Here is a great article by Scott Burns introducing the Personal Consumption Expenditures (PCE) which the Fed uses instead of CPI for tracking inflation. He also talks about a recent innovation out of the Dallas Fed to move away from core inflation (i.e., excluding food and energy) and instead using Trimmed PCE (a technique that excludes the extreme data points.
I’m generally not a fan of market commentary, but sometimes it is just too much fun.
From Bloomberg, on October 31st
- The 5-Year Treasury was yielding 4.57%
- The 5-Year TIPs was yielding 2.52%
Which means the market is projecting an inflation rate of 2.05% (or less if you think TIPs have an insurance premium component) over the next five years. Consider the following.

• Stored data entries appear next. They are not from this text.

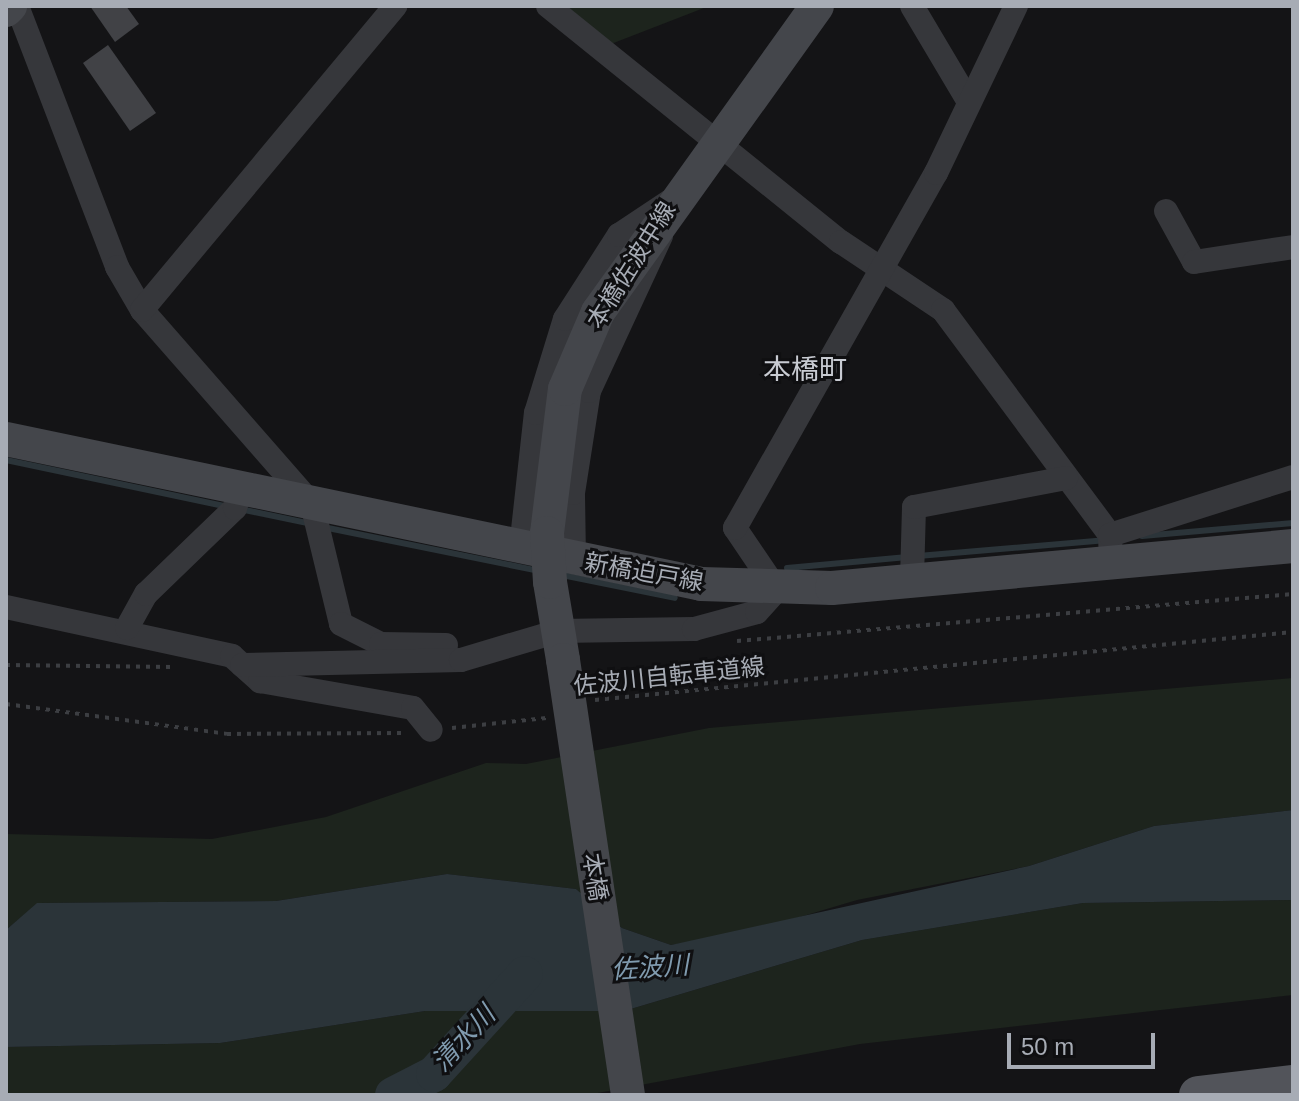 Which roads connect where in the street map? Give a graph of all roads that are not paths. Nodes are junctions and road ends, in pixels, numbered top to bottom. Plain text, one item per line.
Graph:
1 (17, 6) edge
2 (395, 6) edge
3 (548, 6) edge
4 (817, 6) edge
5 (912, 6) edge
6 (1016, 6) edge
7 (969, 102) junction
8 (719, 138) junction
9 (672, 200) junction
10 (1166, 211) dead end
11 (1293, 247) edge
12 (882, 270) junction
13 (142, 310) junction
14 (6, 439) edge
15 (1293, 477) edge
16 (1066, 478) junction
17 (241, 489) junction
18 (312, 504) junction
19 (534, 541) junction
20 (1293, 546) edge
21 (1111, 548) junction
22 (574, 559) junction
23 (912, 579) junction
24 (777, 590) junction
25 (6, 607) edge
26 (127, 628) junction
27 (620, 634) junction
28 (508, 642) junction
29 (560, 645) junction
30 (658, 649) dead end
31 (242, 665) junction
32 (431, 730) road end
33 (1293, 1084) edge
34 (628, 1095) edge
35 (1198, 1095) edge

1 - 13 street
2 - 13 street
3 - 8 street
4 - 8 street, 本橋佐波中線
5 - 7 street
6 - 7 street
7 - 12 street
8 - 9 street, 本橋佐波中線
8 - 12 street
9 - 19 street, 本橋佐波中線
9 - 22 street
10 - 11 street
12 - 16 street
12 - 24 street
13 - 18 street
14 - 17 street, 新橋迫戸線
15 - 21 street
16 - 21 street
16 - 23 street
17 - 18 street, 新橋迫戸線
17 - 26 street
18 - 19 street, 新橋迫戸線
18 - 28 street
19 - 22 street, 新橋迫戸線
19 - 29 street, 本橋佐波中線, bridge
20 - 21 street, 新橋迫戸線
21 - 23 street, 新橋迫戸線
22 - 24 street, 新橋迫戸線
23 - 24 street, 新橋迫戸線
24 - 27 street
25 - 26 street
26 - 31 street
27 - 29 street
27 - 30 street
28 - 29 street
28 - 31 street
29 - 34 street, 本橋, bridge
31 - 32 street
33 - 35 main road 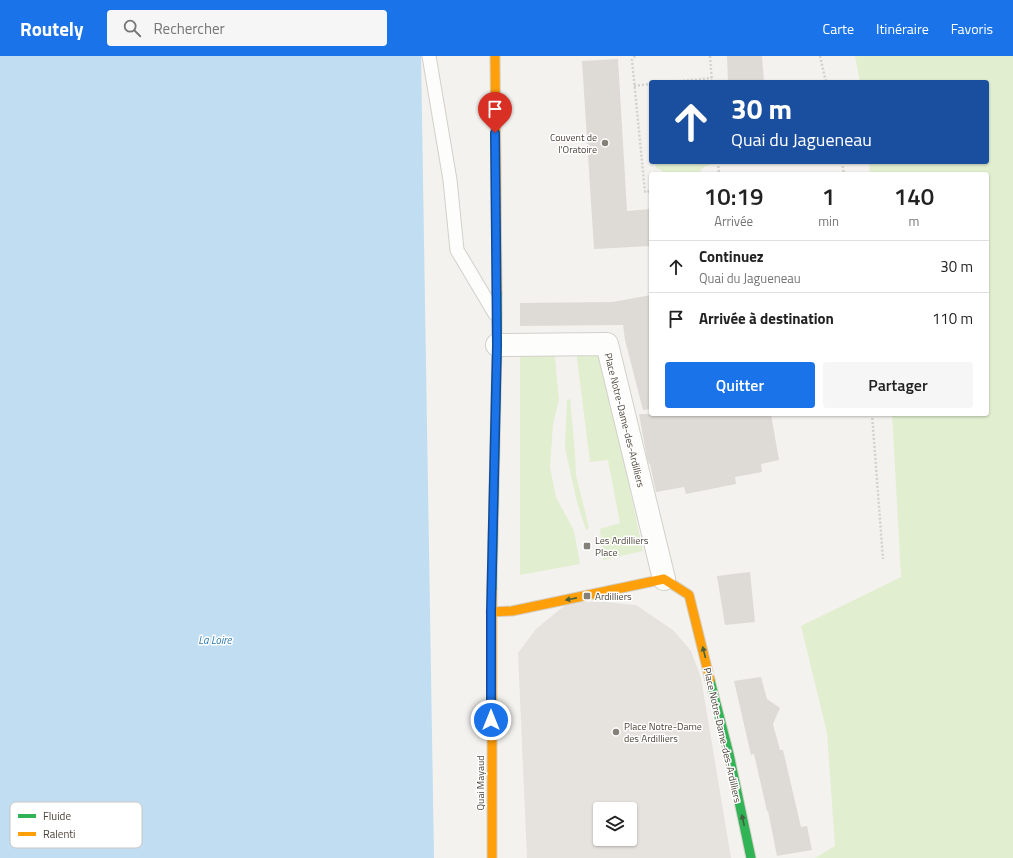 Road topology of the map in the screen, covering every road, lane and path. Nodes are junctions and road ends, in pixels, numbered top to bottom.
1 (429, 56) edge
2 (495, 56) edge
3 (635, 56) edge
4 (710, 56) edge
5 (820, 56) edge
6 (712, 78) joint
7 (692, 80) edge
8 (826, 80) edge
9 (649, 84) edge
10 (634, 86) junction
11 (649, 191) edge
12 (496, 317) junction
13 (497, 345) junction
14 (872, 416) edge
15 (883, 560) dead end
16 (664, 579) junction
17 (491, 612) junction
18 (492, 858) edge
19 (751, 858) edge

1 - 12 lane
2 - 12 main road, Quai Mayaud
3 - 10 path
4 - 6 path
5 - 8 path
6 - 7 path
9 - 10 path
10 - 11 path
12 - 13 main road, Quai Mayaud
13 - 16 street, Place Notre-Dame-des-Ardilliers
13 - 17 main road, Quai Mayaud
14 - 15 path
16 -> 17 main road
19 -> 16 main road, Place Notre-Dame-des-Ardilliers
17 - 18 main road, Quai Mayaud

- The lowest 5 year annualized inflation rate in the last forty years (since the switch to fiat money) is 2.16% (Feb 1997 – Feb 2002).
- An inverted yield curve implies economic difficulties are ahead which should ease pricing pressures (i.e., keep inflation low).
- Inflation as measured by trimmed PCE is rising
- High deficit spending exerts pressure to devalue the dollar and thereby increase the price of imports.
- The Fed has said they will not tolerate deflation and will fight inflation above 2%.
- The CPI uses rent prices to track housing costs which is why the run up in housing prices did not effect the CPI dramatically. Depending on how much housing prices stabilize I would expect rents to start catching up over the next 5 years.
- Hedonic adjustments implemented in ’97 reduce the CPI by 0.5% to 1.1% a year (see Bill Gross’s commentary on the subject)
- Labor pool and productivity trends indicate that future real economic growth in the US will likely drop by a half percent.
What does all that mean? I don’t know. But if I look at all the various asset classes out there TIPs seem one of the few that are not overpriced and should perform reasonably well under most scenarios in the next 5 years.